W Świdnicy miał miejsce bardzo niebezpieczny incydent, który tylko dzięki refleksowi kierowcy autobusu miejskiego nie zakończył się fatalnie – być może dla całej 3-osobowej rodziny.
Tylko skupieniu i refleksowi Tadeusza Barszcza, kierowcy MPK Świdnica, trzyosobowa rodzina zawdzięcza zdrowie a może nawet życie. Kierowca autobusu linii 4 jadącego al. Niepodległości w kierunku pl. Grunwaldzkiego zwolnił przed pasami przy skrzyżowaniu z ul. 8 Maja, by przepuścić pieszych. W tym czasie w lusterku wstecznym zauważył, że jadący z tyłu biały dostawczak zaczął wyprzedzać, kierowca skręcił autobusem na lewy pas by zasłonić przechodzące dwie osoby z dzieckiem. Film udostępniony przez miejski serwis społecznościowy najlepiej oddaje grozę sytuacji.

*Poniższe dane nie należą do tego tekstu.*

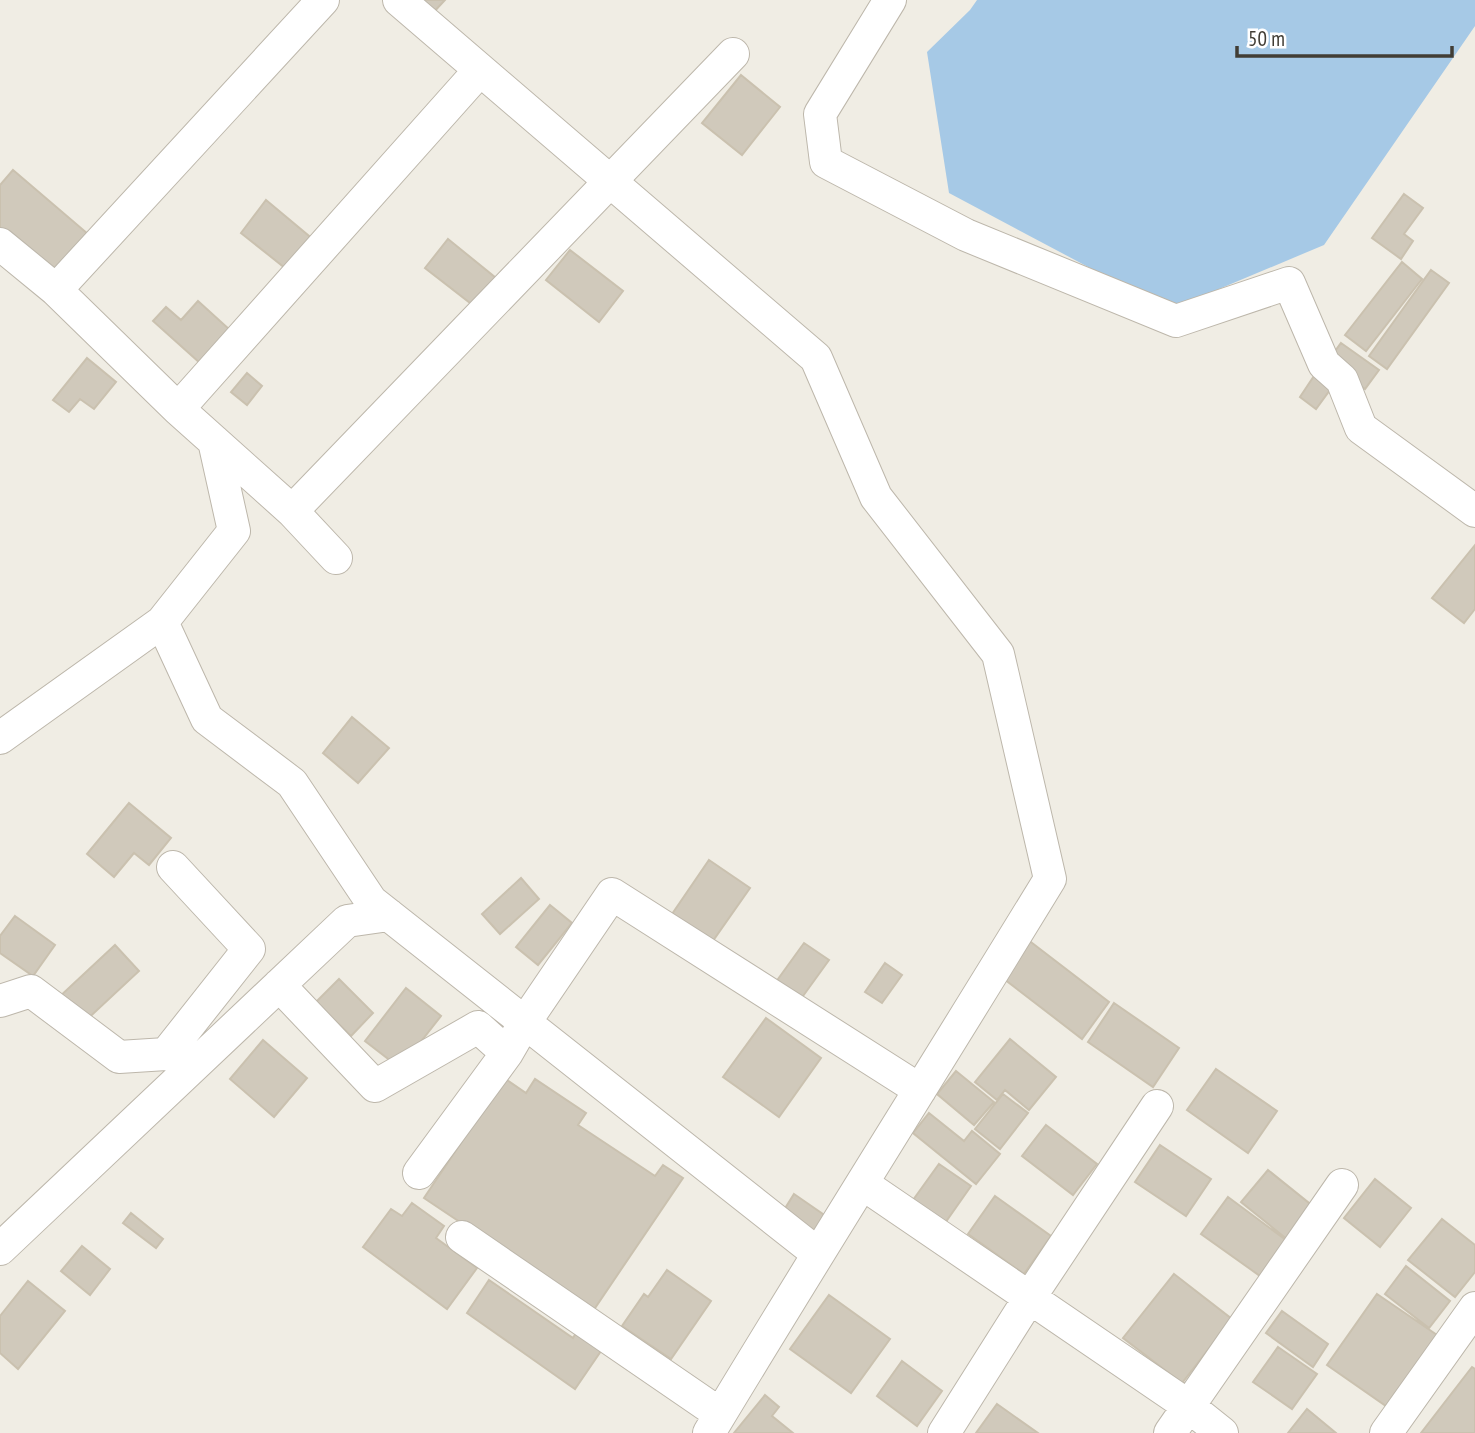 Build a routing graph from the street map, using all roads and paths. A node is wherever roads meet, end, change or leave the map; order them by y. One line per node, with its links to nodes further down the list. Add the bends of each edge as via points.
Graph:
1 (323, 0): 8 (street)
2 (399, 0): 5 (street)
3 (890, 0): 12 (street, via 820,114 826,162 966,234 1176,321 1289,283 1324,364 1342,380 1362,428)
4 (733, 54): 6 (street)
5 (480, 71): 6 (street); 9 (street)
6 (611, 181): 11 (street); 22 (street, via 816,358 876,497 998,654 1050,879)
7 (0, 244): 8 (street)
8 (56, 290): 9 (street)
9 (178, 409): 10 (street)
10 (214, 441): 11 (street); 14 (street, via 234,531)
11 (292, 510): 13 (street)
12 (1475, 511)
13 (336, 558)
14 (162, 622): 15 (street); 17 (street, via 207,719 292,783 371,901)
15 (0, 738)
16 (173, 867): 19 (street, via 248,949 166,1054 119,1057 31,991)
17 (389, 915): 18 (street, via 347,921); 20 (street)
18 (279, 985): 21 (street, via 375,1086 478,1027); 28 (street)
19 (0, 1001)
20 (525, 1022): 21 (street); 22 (street, via 612,894); 29 (street)
21 (507, 1053): 24 (street)
22 (920, 1090): 25 (street)
23 (1157, 1106): 30 (street)
24 (419, 1173)
25 (863, 1184): 29 (street); 30 (street)
26 (1342, 1185): 32 (street)
27 (462, 1237): 33 (street)
28 (4, 1238)
29 (817, 1253): 33 (street)
30 (1030, 1297): 32 (street); 34 (street)
31 (1475, 1308): 37 (street)
32 (1188, 1405): 35 (street); 36 (street)
33 (715, 1424)
34 (944, 1433)
35 (1170, 1433)
36 (1222, 1433)
37 (1386, 1433)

Zaledwie wczoraj odnotowaliśmy bardzo podobne i równie groźne wydarzenie, do jakiego doszło we Wrocławiu. Jak zatem widać zachowania wszystkich uczestników ruchu drogowego – pieszych i zmechanizowanych – od obu stron wymagają skupienia i przestrzegania zasady ograniczonego zaufania.